My impulse was to duck out of view, but I rolled down the window.
“Laura?”
“Oh my!” The familiar laugh rippled out or her. “Let me have a look at you!”
I stepped out of the car and she grabbed me. From her arms, her chest, her stomach pressed against me, came even more warmth than I remembered. “Mmm!” She let go and scanned my body. “Look at you. You’re a woman now. I guess you were the last time I saw you, but that was such a short visit, I still think of you as a teenager. And now you have kids, too?” They were barely visible, staring through the minivan’s tinted windows. “Can I see them?”
“Sure.” I slid open the side door and introduced Dante and Chloe.
“Great names,” Laura said. “And you know they both look like you. Especially around the nose.” She addressed the kids: “Gabriel and Megan say they’ve been having a lot of fun with you two.” She turned back to me. “But you’re not feeling well?”
As soon as she asked me I remembered from the old days that it’s impossible to be frightened of Laura. I’m sure the sense you get — that she’ll like you no matter what — is one reason Dad risked so much to be with her. “Actually, I’m better now,” I said. “I was just a little carsick is all.”
“Then you can come in! That’s great, I want to hear about everything.”
I hesitated a second longer, then gave in. Walking to the house, she took my arm as we were old chums. My free hand held Chloe’s. And Dante held Chloe’s other hand, so we went down the walkway four abreast.
As soon as we stepped into the foyer, Gabriel peered from around a corner and shot us all with a toy pistol. I flinched and Chloe let go of Dante’s hand to put her finger in her mouth. Grinning, Gabriel stepped out and handed another gun to Dante. Dante reached for it, then looked at me. Toy guns are strictly forbidden in our household, but this didn’t seem the moment to stand on principle, so I nodded. Dante seized the weapon. “Want to see something really cool?” Gabriel asked him. The two ran off into the depths of the house, shooting as they went.
“They’re going to the playroom,” Laura said. “Shall we show Chloe?”
We followed her down a pushily carpeted hall, past dark oil portraits in heavy gilt frames, a billiard room.
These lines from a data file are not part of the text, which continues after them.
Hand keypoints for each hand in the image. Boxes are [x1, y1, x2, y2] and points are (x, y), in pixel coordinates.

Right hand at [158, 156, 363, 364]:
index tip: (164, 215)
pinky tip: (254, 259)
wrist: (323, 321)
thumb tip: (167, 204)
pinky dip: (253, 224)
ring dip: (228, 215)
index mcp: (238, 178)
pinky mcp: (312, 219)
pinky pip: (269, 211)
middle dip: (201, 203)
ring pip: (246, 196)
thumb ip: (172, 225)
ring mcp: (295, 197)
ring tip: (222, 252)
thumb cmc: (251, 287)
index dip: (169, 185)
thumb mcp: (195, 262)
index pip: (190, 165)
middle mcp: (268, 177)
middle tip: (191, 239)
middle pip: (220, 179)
One windowed alcove was furnished with a pedestal and vase of irises. I knew that Laura had married a successful businessman, but it still felt incongruous to find her living this way. The playroom was dominated by a big screen TV, its floor strewn with toys from a built-in cabinet. Gabriel and Dante, armed with joy sticks, were making ninjas jump and slash messily on the screen. Megan was tooting on a penny whistle held in one hand and thumping on a drum with the other. When she spotted Chloe, she picked up a toy guitar and handed it to her.
Back in the living room we found Ivor and Andy ensconced on a white sofa, iced tea set before them on a glass coffee table. Facing them, in an armchair sat a man dressed like Laura in white tennis togs. Marco’s skin was of the same weathered brown as hers, but it hung like loose leather over his country-club muscles. He was still wearing his green sun visor on a hairless head.
After she introduced us, Laura took our drink orders, and when she came back from the kitchen she also brought a plate of real foie gras and brie with crackers. The only seat around the circle was next to Ivor on the couch, but before Laura could take it, Marco reached for her. “Come here, good looking.” He pulled her onto his lap.
And so we began catching up. But, as so often with my own parents, we avoided mention of the group marriage. Instead we spoke as if we’d simply been neighbors, our acquaintance only interrupted by my move to New York, or Laura’s to Danville. If ever we strayed too far into the past, it was Marco who brought us back to something innocuous. “And
your mother?” Laura asked once.
“Doing well,” I said. “In fact she’s in Sierra Leone right now.”
“Sierra Leone! Isn’t that dangerous?”
“I actually think she likes to take risks, under certain controlled circumstances.”
Laura laughed.
“Wasn’t your mom the one who put an end to the whole thing?” Andy said.
We all paused for a beat, then Marco said, “I’d never go to Africa. China, yes. Russia. No place in Africa. What is she doing there?”
“Collecting art, isn’t that right?” said Laura. By now she had slipped
off Marco’s lap onto the carpet by his chair.
Marco reached down to run his hands through her hair. “Here’s all the art I need to collect.”
Invisible to him, Laura rolled her eyes. I wondered then what bargain she’d made with herself, to marry this man ten years her senior and so unlike her previous husbands. But a moment later, Marco made a joke, and in the way Laura laughed, looking up at him with one hand on his knee, she seemed genuinely fond.
The thought made me wonder for a moment what compromises I had made in my own marriage, maybe without admitting them to myself.